--- Task data Enclosed Below ---
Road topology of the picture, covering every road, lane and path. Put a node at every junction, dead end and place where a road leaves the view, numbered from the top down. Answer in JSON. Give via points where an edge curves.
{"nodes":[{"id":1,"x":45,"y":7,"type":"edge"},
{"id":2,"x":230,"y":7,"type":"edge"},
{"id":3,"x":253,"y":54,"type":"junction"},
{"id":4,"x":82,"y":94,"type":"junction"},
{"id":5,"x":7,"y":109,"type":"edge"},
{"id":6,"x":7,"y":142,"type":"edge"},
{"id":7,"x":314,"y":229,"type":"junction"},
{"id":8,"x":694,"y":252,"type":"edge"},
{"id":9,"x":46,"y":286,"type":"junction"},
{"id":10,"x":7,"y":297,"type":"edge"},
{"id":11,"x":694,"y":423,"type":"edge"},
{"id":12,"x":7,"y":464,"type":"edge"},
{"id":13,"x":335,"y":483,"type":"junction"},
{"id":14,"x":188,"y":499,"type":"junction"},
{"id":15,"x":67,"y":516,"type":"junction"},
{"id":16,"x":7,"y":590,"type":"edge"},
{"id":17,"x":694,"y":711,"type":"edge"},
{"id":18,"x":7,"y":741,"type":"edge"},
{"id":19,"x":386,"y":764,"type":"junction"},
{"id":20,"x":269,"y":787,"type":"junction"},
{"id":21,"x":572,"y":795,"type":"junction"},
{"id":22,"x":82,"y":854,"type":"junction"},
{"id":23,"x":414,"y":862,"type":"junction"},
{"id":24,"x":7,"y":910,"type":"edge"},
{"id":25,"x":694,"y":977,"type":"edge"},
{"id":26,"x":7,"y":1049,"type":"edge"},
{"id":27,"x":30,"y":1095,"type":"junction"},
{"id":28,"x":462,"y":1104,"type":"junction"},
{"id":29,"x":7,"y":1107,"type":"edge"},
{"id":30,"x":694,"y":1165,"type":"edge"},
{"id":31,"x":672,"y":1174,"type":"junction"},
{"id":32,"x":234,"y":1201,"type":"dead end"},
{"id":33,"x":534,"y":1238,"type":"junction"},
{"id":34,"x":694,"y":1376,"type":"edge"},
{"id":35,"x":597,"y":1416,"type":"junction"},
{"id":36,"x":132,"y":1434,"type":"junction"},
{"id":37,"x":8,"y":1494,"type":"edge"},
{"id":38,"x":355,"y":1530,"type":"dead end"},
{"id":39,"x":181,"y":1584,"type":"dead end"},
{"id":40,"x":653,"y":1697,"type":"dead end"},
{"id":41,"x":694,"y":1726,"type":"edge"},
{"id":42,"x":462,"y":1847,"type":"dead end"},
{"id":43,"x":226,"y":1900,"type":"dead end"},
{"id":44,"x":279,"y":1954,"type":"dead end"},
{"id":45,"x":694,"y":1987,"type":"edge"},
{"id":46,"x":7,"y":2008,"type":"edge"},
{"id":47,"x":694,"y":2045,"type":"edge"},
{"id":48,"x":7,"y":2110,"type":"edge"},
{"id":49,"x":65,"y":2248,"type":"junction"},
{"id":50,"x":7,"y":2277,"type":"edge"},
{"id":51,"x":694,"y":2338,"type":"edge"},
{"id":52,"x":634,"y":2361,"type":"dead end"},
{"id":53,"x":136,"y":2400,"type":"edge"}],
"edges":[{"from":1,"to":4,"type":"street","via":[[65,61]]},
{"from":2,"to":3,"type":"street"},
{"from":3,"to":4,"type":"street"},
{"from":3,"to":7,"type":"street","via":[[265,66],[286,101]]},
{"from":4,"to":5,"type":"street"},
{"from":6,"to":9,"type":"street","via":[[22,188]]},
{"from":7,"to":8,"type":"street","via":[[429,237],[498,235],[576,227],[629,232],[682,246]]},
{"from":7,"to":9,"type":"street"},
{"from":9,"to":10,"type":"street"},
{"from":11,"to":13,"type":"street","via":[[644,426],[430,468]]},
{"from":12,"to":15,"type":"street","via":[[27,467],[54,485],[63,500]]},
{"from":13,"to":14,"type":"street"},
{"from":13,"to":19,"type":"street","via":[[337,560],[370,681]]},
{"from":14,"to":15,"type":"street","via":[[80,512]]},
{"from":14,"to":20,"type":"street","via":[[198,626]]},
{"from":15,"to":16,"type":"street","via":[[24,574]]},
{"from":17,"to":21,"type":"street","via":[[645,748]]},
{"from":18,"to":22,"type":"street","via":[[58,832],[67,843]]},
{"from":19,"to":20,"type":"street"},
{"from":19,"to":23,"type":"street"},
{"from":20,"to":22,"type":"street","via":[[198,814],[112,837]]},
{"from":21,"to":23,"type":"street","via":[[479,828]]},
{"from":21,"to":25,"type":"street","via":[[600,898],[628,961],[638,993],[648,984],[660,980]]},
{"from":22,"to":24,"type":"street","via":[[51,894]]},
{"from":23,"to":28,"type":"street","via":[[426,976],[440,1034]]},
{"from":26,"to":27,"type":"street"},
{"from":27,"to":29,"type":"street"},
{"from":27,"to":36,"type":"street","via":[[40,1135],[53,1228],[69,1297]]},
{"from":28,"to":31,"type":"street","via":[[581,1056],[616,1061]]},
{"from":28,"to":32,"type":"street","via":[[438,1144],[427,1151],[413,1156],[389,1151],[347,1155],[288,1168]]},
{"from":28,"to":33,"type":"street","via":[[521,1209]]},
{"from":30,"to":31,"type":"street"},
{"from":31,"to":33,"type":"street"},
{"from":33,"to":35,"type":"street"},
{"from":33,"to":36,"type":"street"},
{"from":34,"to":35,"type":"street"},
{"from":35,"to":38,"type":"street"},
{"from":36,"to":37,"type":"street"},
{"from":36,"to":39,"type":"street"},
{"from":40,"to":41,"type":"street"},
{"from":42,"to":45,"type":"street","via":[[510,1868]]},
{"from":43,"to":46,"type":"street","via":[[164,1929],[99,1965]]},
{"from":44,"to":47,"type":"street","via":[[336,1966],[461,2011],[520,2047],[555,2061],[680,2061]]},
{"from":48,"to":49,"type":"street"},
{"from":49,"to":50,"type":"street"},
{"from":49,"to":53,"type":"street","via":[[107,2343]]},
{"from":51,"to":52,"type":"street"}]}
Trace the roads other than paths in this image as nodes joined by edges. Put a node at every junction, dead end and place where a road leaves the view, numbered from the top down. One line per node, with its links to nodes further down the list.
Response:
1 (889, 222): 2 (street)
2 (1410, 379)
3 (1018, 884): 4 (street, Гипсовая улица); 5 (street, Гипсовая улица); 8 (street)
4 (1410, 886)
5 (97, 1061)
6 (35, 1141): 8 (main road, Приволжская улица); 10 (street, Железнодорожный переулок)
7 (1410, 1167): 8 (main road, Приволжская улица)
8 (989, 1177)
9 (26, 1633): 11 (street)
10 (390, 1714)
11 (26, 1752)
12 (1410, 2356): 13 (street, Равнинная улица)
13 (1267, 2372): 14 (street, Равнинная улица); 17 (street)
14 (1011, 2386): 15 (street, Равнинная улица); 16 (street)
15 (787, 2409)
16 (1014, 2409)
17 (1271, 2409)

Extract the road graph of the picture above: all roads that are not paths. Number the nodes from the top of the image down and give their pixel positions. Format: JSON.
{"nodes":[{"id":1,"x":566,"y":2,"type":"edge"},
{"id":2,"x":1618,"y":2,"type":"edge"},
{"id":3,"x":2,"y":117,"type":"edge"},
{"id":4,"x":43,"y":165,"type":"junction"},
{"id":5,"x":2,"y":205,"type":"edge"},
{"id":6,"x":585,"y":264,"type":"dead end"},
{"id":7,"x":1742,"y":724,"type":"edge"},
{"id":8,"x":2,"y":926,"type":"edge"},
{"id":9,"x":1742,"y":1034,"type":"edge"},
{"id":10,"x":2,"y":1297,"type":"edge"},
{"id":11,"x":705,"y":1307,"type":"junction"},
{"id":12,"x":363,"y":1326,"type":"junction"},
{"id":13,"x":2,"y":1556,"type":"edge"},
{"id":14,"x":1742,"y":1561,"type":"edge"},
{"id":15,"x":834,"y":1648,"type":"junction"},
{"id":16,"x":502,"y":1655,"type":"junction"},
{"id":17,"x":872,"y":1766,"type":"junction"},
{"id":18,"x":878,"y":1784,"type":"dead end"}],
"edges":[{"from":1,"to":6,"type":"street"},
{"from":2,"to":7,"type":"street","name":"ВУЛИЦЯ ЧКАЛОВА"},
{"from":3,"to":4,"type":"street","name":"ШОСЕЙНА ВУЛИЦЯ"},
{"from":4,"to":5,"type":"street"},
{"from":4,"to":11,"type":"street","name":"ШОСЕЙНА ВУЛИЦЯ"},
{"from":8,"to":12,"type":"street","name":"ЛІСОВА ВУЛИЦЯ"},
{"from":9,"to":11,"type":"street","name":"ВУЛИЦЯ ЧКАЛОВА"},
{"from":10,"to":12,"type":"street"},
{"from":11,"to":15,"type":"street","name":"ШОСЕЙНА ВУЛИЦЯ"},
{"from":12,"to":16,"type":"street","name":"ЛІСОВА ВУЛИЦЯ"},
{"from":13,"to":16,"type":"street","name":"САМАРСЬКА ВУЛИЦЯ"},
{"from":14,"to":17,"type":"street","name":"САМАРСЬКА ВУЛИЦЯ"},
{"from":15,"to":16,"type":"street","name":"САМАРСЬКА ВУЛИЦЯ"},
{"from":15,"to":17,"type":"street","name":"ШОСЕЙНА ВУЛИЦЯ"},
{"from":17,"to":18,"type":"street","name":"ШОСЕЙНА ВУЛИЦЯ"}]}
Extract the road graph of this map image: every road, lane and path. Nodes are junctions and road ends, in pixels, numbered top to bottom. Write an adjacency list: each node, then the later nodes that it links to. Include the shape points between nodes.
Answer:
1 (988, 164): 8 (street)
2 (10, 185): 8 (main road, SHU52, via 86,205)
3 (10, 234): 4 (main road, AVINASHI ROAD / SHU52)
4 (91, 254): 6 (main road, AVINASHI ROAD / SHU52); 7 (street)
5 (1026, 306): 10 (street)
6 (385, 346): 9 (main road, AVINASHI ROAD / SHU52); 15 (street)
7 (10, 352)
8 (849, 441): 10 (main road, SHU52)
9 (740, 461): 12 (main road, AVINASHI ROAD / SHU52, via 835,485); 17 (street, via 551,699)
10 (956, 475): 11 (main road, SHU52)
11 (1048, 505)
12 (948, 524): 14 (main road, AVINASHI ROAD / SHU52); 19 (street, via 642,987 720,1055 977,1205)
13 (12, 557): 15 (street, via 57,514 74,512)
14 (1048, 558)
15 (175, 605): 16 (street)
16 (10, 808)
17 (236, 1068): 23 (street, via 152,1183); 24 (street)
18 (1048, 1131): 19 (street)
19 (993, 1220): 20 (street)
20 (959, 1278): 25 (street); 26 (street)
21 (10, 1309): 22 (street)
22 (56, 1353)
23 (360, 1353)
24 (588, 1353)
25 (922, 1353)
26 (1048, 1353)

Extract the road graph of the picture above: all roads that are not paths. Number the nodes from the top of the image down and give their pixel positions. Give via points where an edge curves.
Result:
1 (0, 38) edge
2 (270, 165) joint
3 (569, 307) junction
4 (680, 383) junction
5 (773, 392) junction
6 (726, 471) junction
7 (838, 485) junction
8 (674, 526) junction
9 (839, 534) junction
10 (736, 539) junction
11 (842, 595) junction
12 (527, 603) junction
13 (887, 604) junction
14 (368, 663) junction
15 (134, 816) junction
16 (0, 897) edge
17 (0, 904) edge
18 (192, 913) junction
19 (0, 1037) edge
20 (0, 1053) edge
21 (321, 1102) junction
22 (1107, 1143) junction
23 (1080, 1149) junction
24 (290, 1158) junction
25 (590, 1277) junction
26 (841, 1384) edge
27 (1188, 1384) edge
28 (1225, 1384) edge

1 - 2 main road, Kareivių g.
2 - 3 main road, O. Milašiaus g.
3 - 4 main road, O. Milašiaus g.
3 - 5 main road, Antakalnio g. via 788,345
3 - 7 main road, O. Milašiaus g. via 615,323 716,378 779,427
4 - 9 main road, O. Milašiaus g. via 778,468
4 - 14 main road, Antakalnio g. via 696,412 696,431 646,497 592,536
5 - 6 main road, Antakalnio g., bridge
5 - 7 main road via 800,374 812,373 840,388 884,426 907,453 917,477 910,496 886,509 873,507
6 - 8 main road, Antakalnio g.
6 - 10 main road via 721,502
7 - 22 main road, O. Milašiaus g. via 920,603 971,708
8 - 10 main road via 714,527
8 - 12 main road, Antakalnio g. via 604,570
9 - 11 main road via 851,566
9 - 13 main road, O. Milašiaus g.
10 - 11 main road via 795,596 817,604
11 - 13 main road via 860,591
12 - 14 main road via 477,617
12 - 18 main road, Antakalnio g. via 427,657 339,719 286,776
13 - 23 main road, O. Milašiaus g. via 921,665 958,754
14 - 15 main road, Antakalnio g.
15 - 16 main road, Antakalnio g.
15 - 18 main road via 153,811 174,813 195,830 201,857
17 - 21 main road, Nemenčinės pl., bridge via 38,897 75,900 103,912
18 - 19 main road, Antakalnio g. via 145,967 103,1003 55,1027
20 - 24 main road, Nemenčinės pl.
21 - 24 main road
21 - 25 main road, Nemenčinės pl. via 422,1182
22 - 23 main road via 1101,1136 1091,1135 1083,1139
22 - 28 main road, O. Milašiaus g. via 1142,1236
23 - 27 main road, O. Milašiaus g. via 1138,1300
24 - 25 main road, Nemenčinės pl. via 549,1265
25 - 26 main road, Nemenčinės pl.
--- End of Enclosed Task data ---
> _Exercise prompt_
Every line of the material that includes the word "leaves" needs to be copied.

> _Exercise response_
Road topology of the picture, covering every road, lane and path. Put a node at every junction, dead end and place where a road leaves the view, numbered from the top down. Answer in JSON. Give via points where an edge curves.
Trace the roads other than paths in this image as nodes joined by edges. Put a node at every junction, dead end and place where a road leaves the view, numbered from the top down. One line per node, with its links to nodes further down the list.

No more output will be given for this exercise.